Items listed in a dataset
++++

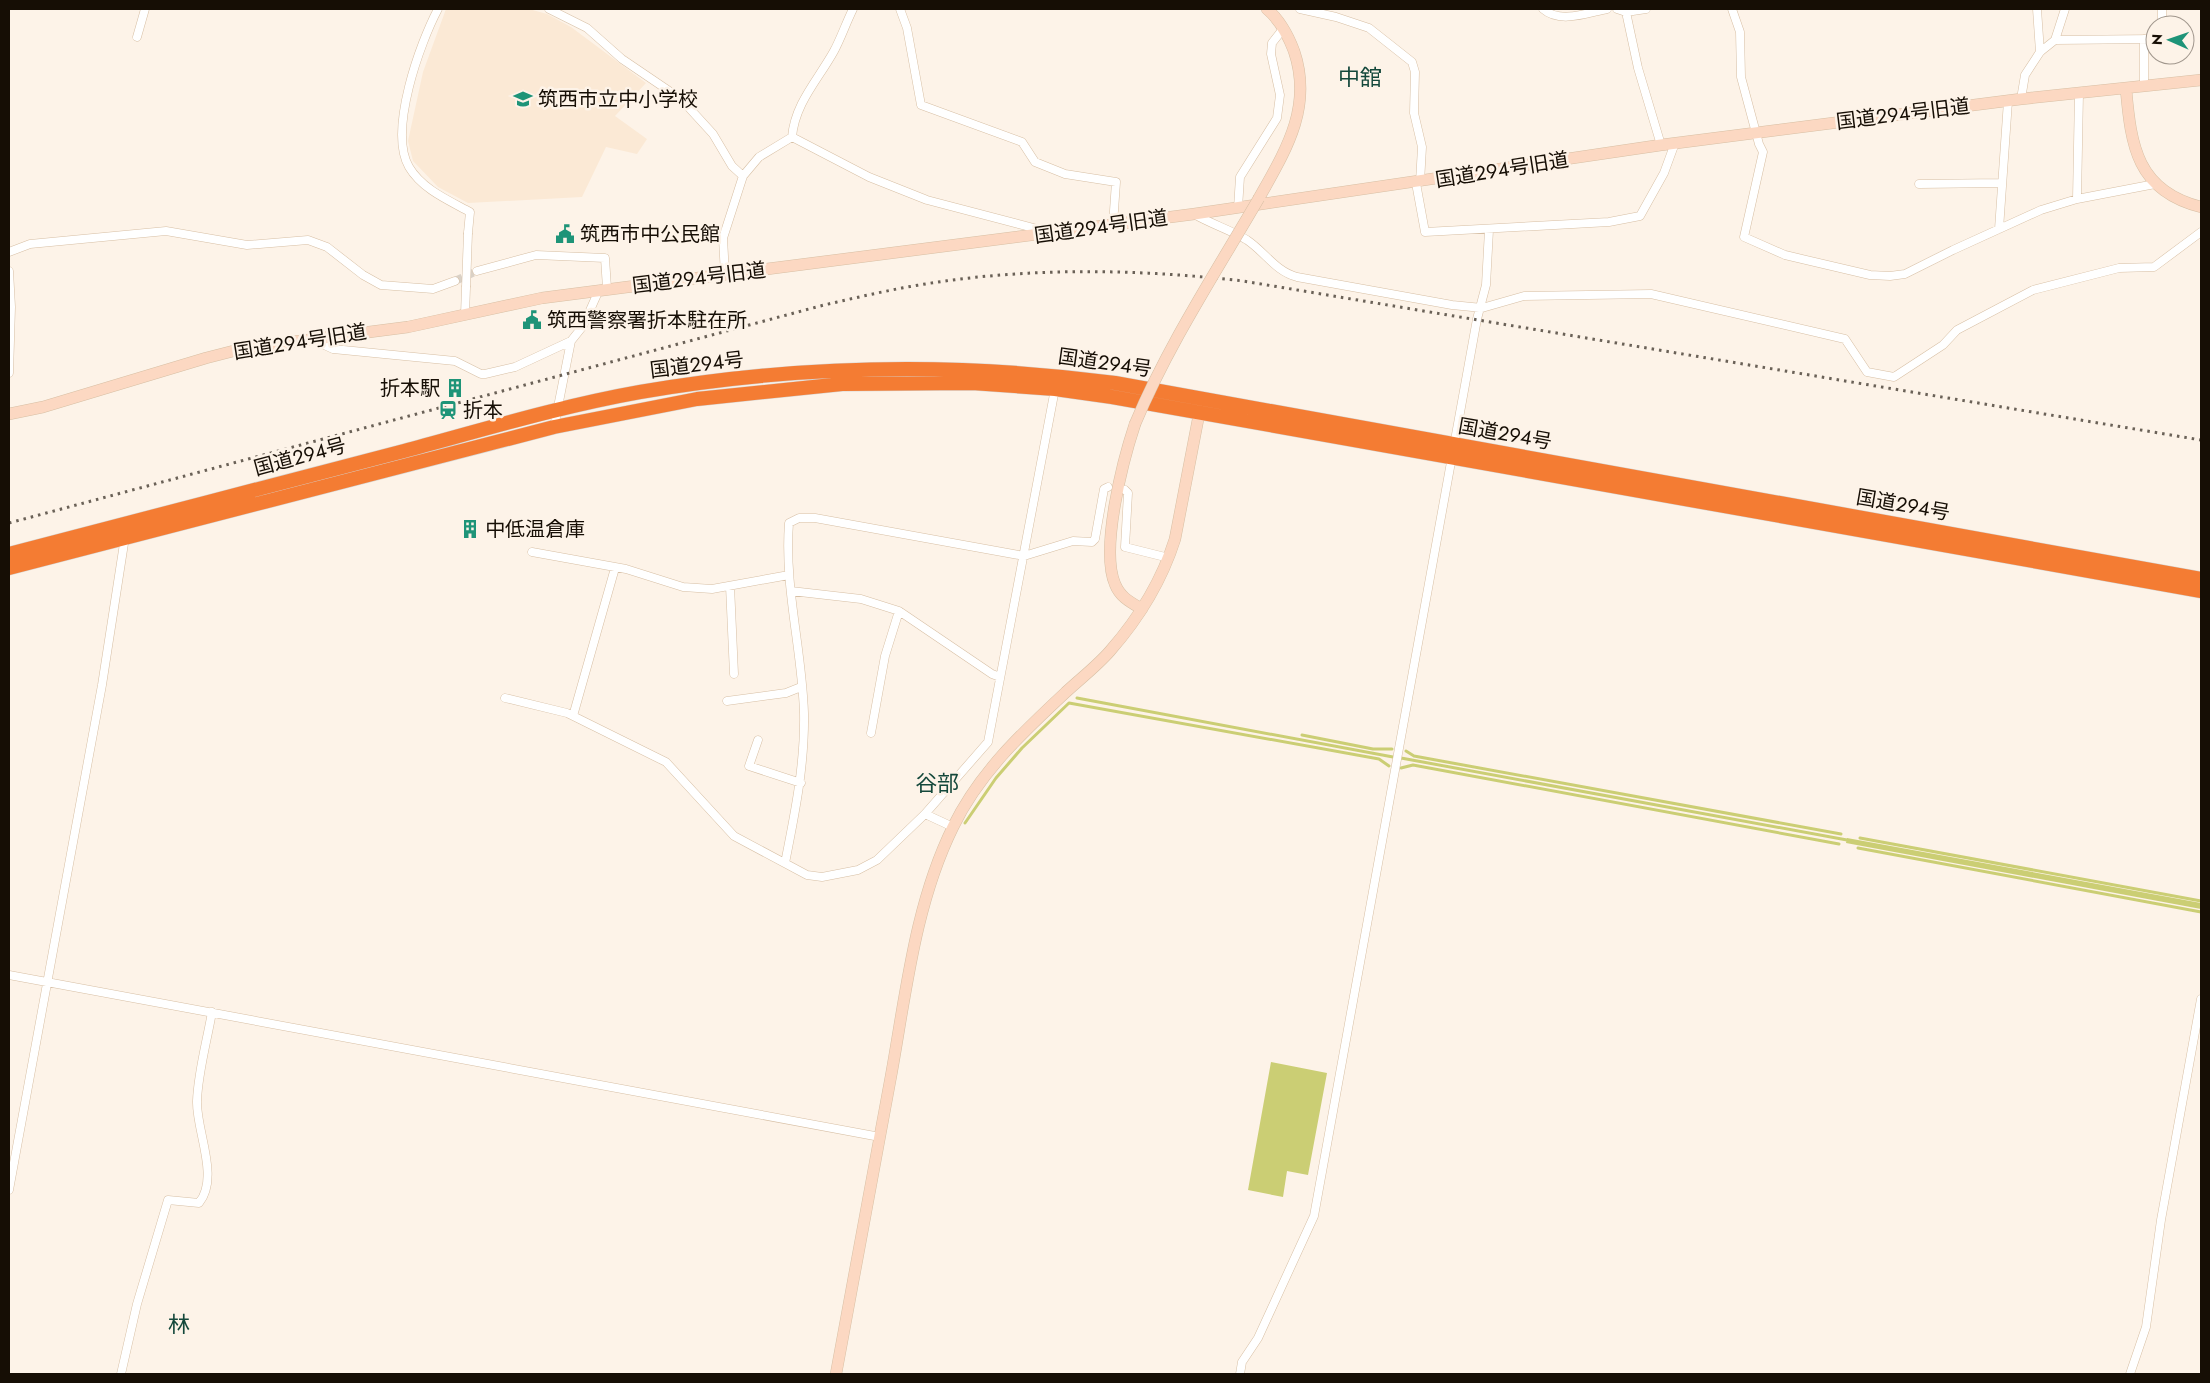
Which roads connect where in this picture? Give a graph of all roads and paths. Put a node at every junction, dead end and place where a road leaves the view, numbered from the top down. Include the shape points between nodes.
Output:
1 (145, 9) edge
2 (438, 9) edge
3 (549, 9) edge
4 (853, 9) edge
5 (900, 9) edge
6 (1267, 9) edge
7 (1300, 9) edge
8 (1543, 9) edge
9 (1607, 9) edge
10 (1617, 9) edge
11 (1646, 9) edge
12 (1732, 9) edge
13 (2037, 9) edge
14 (2065, 9) edge
15 (1626, 12) junction
16 (1284, 28) junction
17 (137, 37) dead end
18 (2144, 39) joint
19 (2055, 40) junction
20 (2040, 52) junction
21 (2201, 80) edge
22 (2144, 86) junction
23 (2126, 89) junction
24 (2079, 93) junction
25 (2021, 99) junction
26 (2008, 101) junction
27 (1757, 133) junction
28 (792, 137) junction
29 (1676, 144) junction
30 (1661, 145) junction
31 (743, 176) junction
32 (1418, 182) junction
33 (2002, 183) junction
34 (1919, 184) dead end
35 (2155, 184) junction
36 (2077, 199) junction
37 (2201, 207) edge
38 (1238, 208) junction
39 (1194, 214) junction
40 (1113, 225) junction
41 (1999, 229) junction
42 (1488, 230) junction
43 (2201, 232) edge
44 (1052, 233) junction
45 (9, 252) edge
46 (9, 271) edge
47 (477, 271) tunnel mouth
48 (725, 275) junction
49 (455, 281) tunnel mouth
50 (603, 289) junction
51 (1482, 308) junction
52 (465, 315) junction
53 (317, 339) junction
54 (572, 341) junction
55 (9, 373) edge
56 (1055, 389) junction
57 (1202, 399) junction
58 (558, 411) junction
59 (1199, 413) junction
60 (9, 414) edge
61 (554, 427) junction
62 (1454, 452) junction
63 (1108, 487) dead end
64 (1125, 490) dead end
65 (125, 537) junction
66 (532, 552) dead end
67 (9, 554) edge
68 (1024, 556) junction
69 (1169, 558) junction
70 (9, 568) edge
71 (615, 568) junction
72 (789, 575) junction
73 (2201, 579) edge
74 (730, 586) junction
75 (791, 591) junction
76 (2201, 591) edge
77 (1142, 609) junction
78 (899, 611) junction
79 (734, 674) dead end
80 (1000, 677) junction
81 (801, 687) junction
82 (505, 698) dead end
83 (727, 701) dead end
84 (573, 716) junction
85 (871, 733) dead end
86 (758, 740) dead end
87 (801, 783) junction
88 (925, 814) junction
89 (953, 827) junction
90 (785, 863) junction
91 (9, 975) edge
92 (46, 982) junction
93 (2201, 999) edge
94 (212, 1012) junction
95 (880, 1137) junction
96 (9, 1190) edge
97 (121, 1374) edge
98 (836, 1374) edge
99 (1240, 1374) edge
100 (2130, 1374) edge

1 - 17 street
2 - 52 street, bridge via 411,83 401,139 408,166 424,185 470,212
3 - 31 street via 587,28 622,59 681,99 713,134 732,166
4 - 28 street via 834,51 799,108
5 - 40 street via 907,28 921,105 1022,142 1035,162 1064,174 1116,182
6 - 16 street
7 - 32 street via 1369,28 1412,62 1415,72 1414,113 1422,148
8 - 9 street via 1550,15 1563,17
10 - 15 street
11 - 15 street
12 - 27 street via 1740,32 1741,77
13 - 20 street
14 - 19 street
15 - 30 street via 1638,68
16 - 38 street via 1272,43 1271,54 1280,108 1240,177
16 - 77 street, bridge via 1298,62 1301,99 1292,133 1259,198 1164,363 1135,424 1122,469 1109,552 1110,567 1121,595
18 - 19 street
18 - 22 street
19 - 20 street
20 - 25 street via 2025,75
21 - 22 street, 国道294号旧道
22 - 23 street, 国道294号旧道
23 - 24 street, 国道294号旧道
23 - 35 street via 2132,144
24 - 25 street, 国道294号旧道
24 - 36 street
25 - 26 street, 国道294号旧道
26 - 27 street, 国道294号旧道
26 - 33 street
27 - 29 street, 国道294号旧道
27 - 41 street via 1763,152 1744,237 1785,254 1870,275 1890,276 1905,274
28 - 31 street via 759,157
28 - 44 street via 869,177 926,200
29 - 30 street, 国道294号旧道
29 - 42 street via 1640,216 1609,222
30 - 32 street, 国道294号旧道
31 - 48 street via 723,238
32 - 38 street, 国道294号旧道
32 - 42 street via 1424,232
33 - 34 street
33 - 41 street
35 - 36 street
35 - 37 street via 2182,201
36 - 41 street via 2041,210
38 - 39 street, 国道294号旧道
39 - 40 street, 国道294号旧道
39 - 51 street via 1247,240 1287,274
40 - 44 street, 国道294号旧道
42 - 51 street
43 - 51 street via 2154,267 2119,268 2033,290 1957,330 1944,345 1894,377 1867,372 1845,339 1651,294 1524,296
44 - 48 street, 国道294号旧道
45 - 49 street via 30,244 166,231 247,245 308,240 327,247 381,285 433,289
46 - 55 street
47 - 50 street via 536,255 604,258
48 - 50 street, 国道294号旧道
50 - 52 street, 国道294号旧道 via 510,303
50 - 54 street
51 - 62 street via 1477,319
52 - 53 street, 国道294号旧道 via 408,327
53 - 54 street via 320,344 333,349 455,361 481,374 515,367
53 - 60 street, 国道294号旧道 via 245,348
54 - 58 street
56 - 59 highway, 国道294号
56 - 61 highway, 国道294号 via 929,382 800,387 697,398
56 - 68 street
57 - 58 highway, 国道294号 via 1057,376 885,369 696,384 640,392
57 - 59 street
57 - 62 highway, 国道294号
58 - 61 street
58 - 67 highway, 国道294号
59 - 62 highway, 国道294号
59 - 69 street
61 - 65 highway, 国道294号
62 - 73 highway, 国道294号
62 - 76 highway, 国道294号
62 - 99 street via 1314,1216 1258,1338 1242,1362
63 - 68 street via 1104,489 1092,542 1073,541
64 - 69 street via 1128,493 1125,547
65 - 70 highway, 国道294号
65 - 92 street via 102,685
66 - 71 street
68 - 72 street via 815,518 800,518 789,524
68 - 80 street
69 - 77 street
71 - 74 street via 683,587 712,589
71 - 84 street
72 - 74 street
72 - 75 street
74 - 79 street
75 - 78 street via 861,599
75 - 81 street
77 - 89 street via 1110,652 1013,742 978,786
78 - 80 street
78 - 85 street via 885,656
80 - 88 street via 988,742
81 - 83 street via 786,693
81 - 87 street via 804,712
82 - 84 street
84 - 90 street via 666,762 734,836
86 - 87 street via 748,766
87 - 90 street
88 - 89 street
88 - 90 street via 877,860 858,870 807,876
89 - 95 street via 923,909
91 - 92 street
92 - 94 street
92 - 96 street
93 - 100 street via 2161,1220 2146,1327
94 - 95 street
94 - 97 street via 197,1102 208,1171 204,1198 200,1203 168,1200
95 - 98 street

++++

▶ **Work to complete**
Since the pictures don't belong in the copy, copy only the rest of the entries above exactly.

▶ **Answer box**
Which roads connect where in this picture? Give a graph of all roads and paths. Put a node at every junction, dead end and place where a road leaves the view, numbered from the top down. Include the shape points between nodes.
Output:
1 (145, 9) edge
2 (438, 9) edge
3 (549, 9) edge
4 (853, 9) edge
5 (900, 9) edge
6 (1267, 9) edge
7 (1300, 9) edge
8 (1543, 9) edge
9 (1607, 9) edge
10 (1617, 9) edge
11 (1646, 9) edge
12 (1732, 9) edge
13 (2037, 9) edge
14 (2065, 9) edge
15 (1626, 12) junction
16 (1284, 28) junction
17 (137, 37) dead end
18 (2144, 39) joint
19 (2055, 40) junction
20 (2040, 52) junction
21 (2201, 80) edge
22 (2144, 86) junction
23 (2126, 89) junction
24 (2079, 93) junction
25 (2021, 99) junction
26 (2008, 101) junction
27 (1757, 133) junction
28 (792, 137) junction
29 (1676, 144) junction
30 (1661, 145) junction
31 (743, 176) junction
32 (1418, 182) junction
33 (2002, 183) junction
34 (1919, 184) dead end
35 (2155, 184) junction
36 (2077, 199) junction
37 (2201, 207) edge
38 (1238, 208) junction
39 (1194, 214) junction
40 (1113, 225) junction
41 (1999, 229) junction
42 (1488, 230) junction
43 (2201, 232) edge
44 (1052, 233) junction
45 (9, 252) edge
46 (9, 271) edge
47 (477, 271) tunnel mouth
48 (725, 275) junction
49 (455, 281) tunnel mouth
50 (603, 289) junction
51 (1482, 308) junction
52 (465, 315) junction
53 (317, 339) junction
54 (572, 341) junction
55 (9, 373) edge
56 (1055, 389) junction
57 (1202, 399) junction
58 (558, 411) junction
59 (1199, 413) junction
60 (9, 414) edge
61 (554, 427) junction
62 (1454, 452) junction
63 (1108, 487) dead end
64 (1125, 490) dead end
65 (125, 537) junction
66 (532, 552) dead end
67 (9, 554) edge
68 (1024, 556) junction
69 (1169, 558) junction
70 (9, 568) edge
71 (615, 568) junction
72 (789, 575) junction
73 (2201, 579) edge
74 (730, 586) junction
75 (791, 591) junction
76 (2201, 591) edge
77 (1142, 609) junction
78 (899, 611) junction
79 (734, 674) dead end
80 (1000, 677) junction
81 (801, 687) junction
82 (505, 698) dead end
83 (727, 701) dead end
84 (573, 716) junction
85 (871, 733) dead end
86 (758, 740) dead end
87 (801, 783) junction
88 (925, 814) junction
89 (953, 827) junction
90 (785, 863) junction
91 (9, 975) edge
92 (46, 982) junction
93 (2201, 999) edge
94 (212, 1012) junction
95 (880, 1137) junction
96 (9, 1190) edge
97 (121, 1374) edge
98 (836, 1374) edge
99 (1240, 1374) edge
100 (2130, 1374) edge

1 - 17 street
2 - 52 street, bridge via 411,83 401,139 408,166 424,185 470,212
3 - 31 street via 587,28 622,59 681,99 713,134 732,166
4 - 28 street via 834,51 799,108
5 - 40 street via 907,28 921,105 1022,142 1035,162 1064,174 1116,182
6 - 16 street
7 - 32 street via 1369,28 1412,62 1415,72 1414,113 1422,148
8 - 9 street via 1550,15 1563,17
10 - 15 street
11 - 15 street
12 - 27 street via 1740,32 1741,77
13 - 20 street
14 - 19 street
15 - 30 street via 1638,68
16 - 38 street via 1272,43 1271,54 1280,108 1240,177
16 - 77 street, bridge via 1298,62 1301,99 1292,133 1259,198 1164,363 1135,424 1122,469 1109,552 1110,567 1121,595
18 - 19 street
18 - 22 street
19 - 20 street
20 - 25 street via 2025,75
21 - 22 street, 国道294号旧道
22 - 23 street, 国道294号旧道
23 - 24 street, 国道294号旧道
23 - 35 street via 2132,144
24 - 25 street, 国道294号旧道
24 - 36 street
25 - 26 street, 国道294号旧道
26 - 27 street, 国道294号旧道
26 - 33 street
27 - 29 street, 国道294号旧道
27 - 41 street via 1763,152 1744,237 1785,254 1870,275 1890,276 1905,274
28 - 31 street via 759,157
28 - 44 street via 869,177 926,200
29 - 30 street, 国道294号旧道
29 - 42 street via 1640,216 1609,222
30 - 32 street, 国道294号旧道
31 - 48 street via 723,238
32 - 38 street, 国道294号旧道
32 - 42 street via 1424,232
33 - 34 street
33 - 41 street
35 - 36 street
35 - 37 street via 2182,201
36 - 41 street via 2041,210
38 - 39 street, 国道294号旧道
39 - 40 street, 国道294号旧道
39 - 51 street via 1247,240 1287,274
40 - 44 street, 国道294号旧道
42 - 51 street
43 - 51 street via 2154,267 2119,268 2033,290 1957,330 1944,345 1894,377 1867,372 1845,339 1651,294 1524,296
44 - 48 street, 国道294号旧道
45 - 49 street via 30,244 166,231 247,245 308,240 327,247 381,285 433,289
46 - 55 street
47 - 50 street via 536,255 604,258
48 - 50 street, 国道294号旧道
50 - 52 street, 国道294号旧道 via 510,303
50 - 54 street
51 - 62 street via 1477,319
52 - 53 street, 国道294号旧道 via 408,327
53 - 54 street via 320,344 333,349 455,361 481,374 515,367
53 - 60 street, 国道294号旧道 via 245,348
54 - 58 street
56 - 59 highway, 国道294号
56 - 61 highway, 国道294号 via 929,382 800,387 697,398
56 - 68 street
57 - 58 highway, 国道294号 via 1057,376 885,369 696,384 640,392
57 - 59 street
57 - 62 highway, 国道294号
58 - 61 street
58 - 67 highway, 国道294号
59 - 62 highway, 国道294号
59 - 69 street
61 - 65 highway, 国道294号
62 - 73 highway, 国道294号
62 - 76 highway, 国道294号
62 - 99 street via 1314,1216 1258,1338 1242,1362
63 - 68 street via 1104,489 1092,542 1073,541
64 - 69 street via 1128,493 1125,547
65 - 70 highway, 国道294号
65 - 92 street via 102,685
66 - 71 street
68 - 72 street via 815,518 800,518 789,524
68 - 80 street
69 - 77 street
71 - 74 street via 683,587 712,589
71 - 84 street
72 - 74 street
72 - 75 street
74 - 79 street
75 - 78 street via 861,599
75 - 81 street
77 - 89 street via 1110,652 1013,742 978,786
78 - 80 street
78 - 85 street via 885,656
80 - 88 street via 988,742
81 - 83 street via 786,693
81 - 87 street via 804,712
82 - 84 street
84 - 90 street via 666,762 734,836
86 - 87 street via 748,766
87 - 90 street
88 - 89 street
88 - 90 street via 877,860 858,870 807,876
89 - 95 street via 923,909
91 - 92 street
92 - 94 street
92 - 96 street
93 - 100 street via 2161,1220 2146,1327
94 - 95 street
94 - 97 street via 197,1102 208,1171 204,1198 200,1203 168,1200
95 - 98 street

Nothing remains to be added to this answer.